11.4 The other party ceases to carry on its business or substantially the whole of its business; or

11.5 The other party is declared insolvent, or convenes a meeting of or makes or proposes to make any arrangement or composition with its creditors; or a liquidator, receiver, administrative receiver, manager, trustee or similar officer is appointed over any of its assets.

12 OWNERSHIP & INTELLECTUAL PROPERTY RIGHTS

All Intellectual Property Rights produced from or arising as a result of the performance of this Agreement shall, so far as not already vested, become the absolute property of the Supplier, and the Customer shall do all that is reasonably necessary to ensure that such rights vest in the Supplier by the execution of appropriate instruments or the making of agreements with third parties.

Modapoda reserves the right to photograph, image and duplicate all works carried out by us, and to use said images on all and any company webpages, advertisements, social media pages or any other forms of advertising.

13 FORCE MAJEURE

Neither party shall be liable for any delay or failure to perform any of its obligations if the delay or failure results from events or circumstances outside its reasonable control, including but not limited to acts of God, strikes, lock outs, accidents, war, fire, the act or omission of government, highway authorities or any telecommunications carrier, operator or administration or other competent authority, or the delay or failure in manufacture, production, or supply by third parties of equipment or services, and the party shall be entitled to a reasonable extension of its obligations after notifying the other party of the nature and extent of such events.
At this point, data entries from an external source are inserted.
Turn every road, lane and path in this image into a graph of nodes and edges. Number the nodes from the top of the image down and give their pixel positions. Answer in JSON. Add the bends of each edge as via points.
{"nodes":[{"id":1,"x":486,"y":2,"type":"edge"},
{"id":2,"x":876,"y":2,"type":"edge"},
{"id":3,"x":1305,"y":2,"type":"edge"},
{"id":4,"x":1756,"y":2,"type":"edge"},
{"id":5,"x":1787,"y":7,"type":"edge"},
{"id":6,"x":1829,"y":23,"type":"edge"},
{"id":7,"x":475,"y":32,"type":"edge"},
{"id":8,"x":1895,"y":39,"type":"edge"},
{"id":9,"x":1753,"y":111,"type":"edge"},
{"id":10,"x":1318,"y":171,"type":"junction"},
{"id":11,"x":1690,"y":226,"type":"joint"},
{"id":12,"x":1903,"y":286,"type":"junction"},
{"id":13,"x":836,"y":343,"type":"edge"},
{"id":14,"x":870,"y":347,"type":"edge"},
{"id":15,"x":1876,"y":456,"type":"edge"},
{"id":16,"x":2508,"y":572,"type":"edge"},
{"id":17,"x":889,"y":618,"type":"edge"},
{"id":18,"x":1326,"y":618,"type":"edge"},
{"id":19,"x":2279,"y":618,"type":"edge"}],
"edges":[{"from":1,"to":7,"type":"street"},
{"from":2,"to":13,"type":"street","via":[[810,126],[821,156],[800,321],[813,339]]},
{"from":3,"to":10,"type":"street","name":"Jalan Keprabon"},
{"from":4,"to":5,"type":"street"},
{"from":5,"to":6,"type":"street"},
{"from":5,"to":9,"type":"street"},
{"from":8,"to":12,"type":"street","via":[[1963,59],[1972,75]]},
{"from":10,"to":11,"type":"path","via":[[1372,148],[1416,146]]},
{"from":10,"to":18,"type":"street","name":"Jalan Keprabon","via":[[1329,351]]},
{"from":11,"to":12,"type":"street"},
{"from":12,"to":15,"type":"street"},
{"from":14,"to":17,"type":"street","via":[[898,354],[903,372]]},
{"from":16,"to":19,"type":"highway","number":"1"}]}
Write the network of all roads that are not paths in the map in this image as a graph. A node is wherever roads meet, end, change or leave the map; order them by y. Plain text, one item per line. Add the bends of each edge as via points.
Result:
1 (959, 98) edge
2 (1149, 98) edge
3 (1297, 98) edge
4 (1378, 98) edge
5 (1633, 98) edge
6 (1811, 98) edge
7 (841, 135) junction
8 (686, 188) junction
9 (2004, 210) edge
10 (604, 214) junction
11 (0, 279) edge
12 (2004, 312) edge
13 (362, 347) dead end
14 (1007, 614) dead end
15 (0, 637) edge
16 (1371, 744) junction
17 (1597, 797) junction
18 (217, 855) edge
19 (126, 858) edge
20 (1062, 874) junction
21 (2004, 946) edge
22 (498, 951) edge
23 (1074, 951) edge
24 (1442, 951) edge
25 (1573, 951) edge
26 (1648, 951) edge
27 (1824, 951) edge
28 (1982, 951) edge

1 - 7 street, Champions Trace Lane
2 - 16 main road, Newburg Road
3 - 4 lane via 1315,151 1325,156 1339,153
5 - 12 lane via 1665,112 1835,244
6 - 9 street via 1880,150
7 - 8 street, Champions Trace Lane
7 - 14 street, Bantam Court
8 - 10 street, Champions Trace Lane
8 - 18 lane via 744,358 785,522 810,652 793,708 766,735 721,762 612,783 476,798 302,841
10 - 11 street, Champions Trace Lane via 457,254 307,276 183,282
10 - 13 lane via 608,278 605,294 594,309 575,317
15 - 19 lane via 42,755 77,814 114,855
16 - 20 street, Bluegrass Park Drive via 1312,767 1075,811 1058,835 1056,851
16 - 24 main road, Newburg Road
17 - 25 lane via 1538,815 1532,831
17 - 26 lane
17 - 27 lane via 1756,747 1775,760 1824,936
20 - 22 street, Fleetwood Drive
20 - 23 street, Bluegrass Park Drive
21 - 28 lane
14 INDEPENDENT CONTRACTORS

The Supplier and the Customer are contractors independent of each other, and neither has the authority to bind the other to any third party or act in any way as the representative of the other, unless otherwise expressly agreed to in writing by both parties. The Supplier may, in addition to its own employees, engage sub-contractors to provide all or part of the services being provided to the Customer and such engagement shall not relieve the Supplier of its obligations under this Agreement or any applicable Specification Document.

15 ASSIGNMENT

The Customer shall not be entitled to assign its rights or obligations or delegate its duties under this Agreement without the prior written consent of the Supplier.

16 SEVERABILITY

If any provision of this Agreement is held invalid, illegal or unenforceable for any reason by any Court of competent jurisdiction such provision shall be severed and the remainder of the provisions herein shall continue in full force and effect as if this Agreement had been agreed with the invalid illegal or unenforceable provision eliminated.

17 WAIVER

The failure by either party to enforce at any time or for any period any one or more of the Terms and Conditions herein shall not be a waiver of them or of the right at any time subsequently to enforce all Terms and Conditions of this Agreement.

18 NOTICES

Any notice to be given by either party to the other may be served by email, fax, personal service or by post to the address of the other party given in the Specification Document or such other address as such party may from time to time have communicated to the other in writing, and if sent by email shall unless the contrary is proved be deemed to be received on the day it was sent, if sent by fax shall be deemed to be served on receipt of an error free transmission report, if given by letter shall be deemed to have been served at the time at which the letter was delivered personally or if sent by post shall be deemed to have been delivered in the ordinary course of post.

19 ENTIRE AGREEMENT

This Agreement contains the entire agreement between the parties relating to the subject matter and supersedes any previous agreements, arrangements, undertakings or proposals, oral or written. Unless expressly provided elsewhere in this Agreement, this Agreement may be varied only by a document signed by both parties.

20 NO THIRD PARTIES

Nothing in this Agreement is intended to, nor shall it confer any rights on a third party.

21 GOVERNING LAW AND JURISDICTION

This Agreement shall be governed by and construed in accordance with the law of England OR Scotland and the parties hereby submit to the exclusive jurisdiction of the English OR Scottish courts.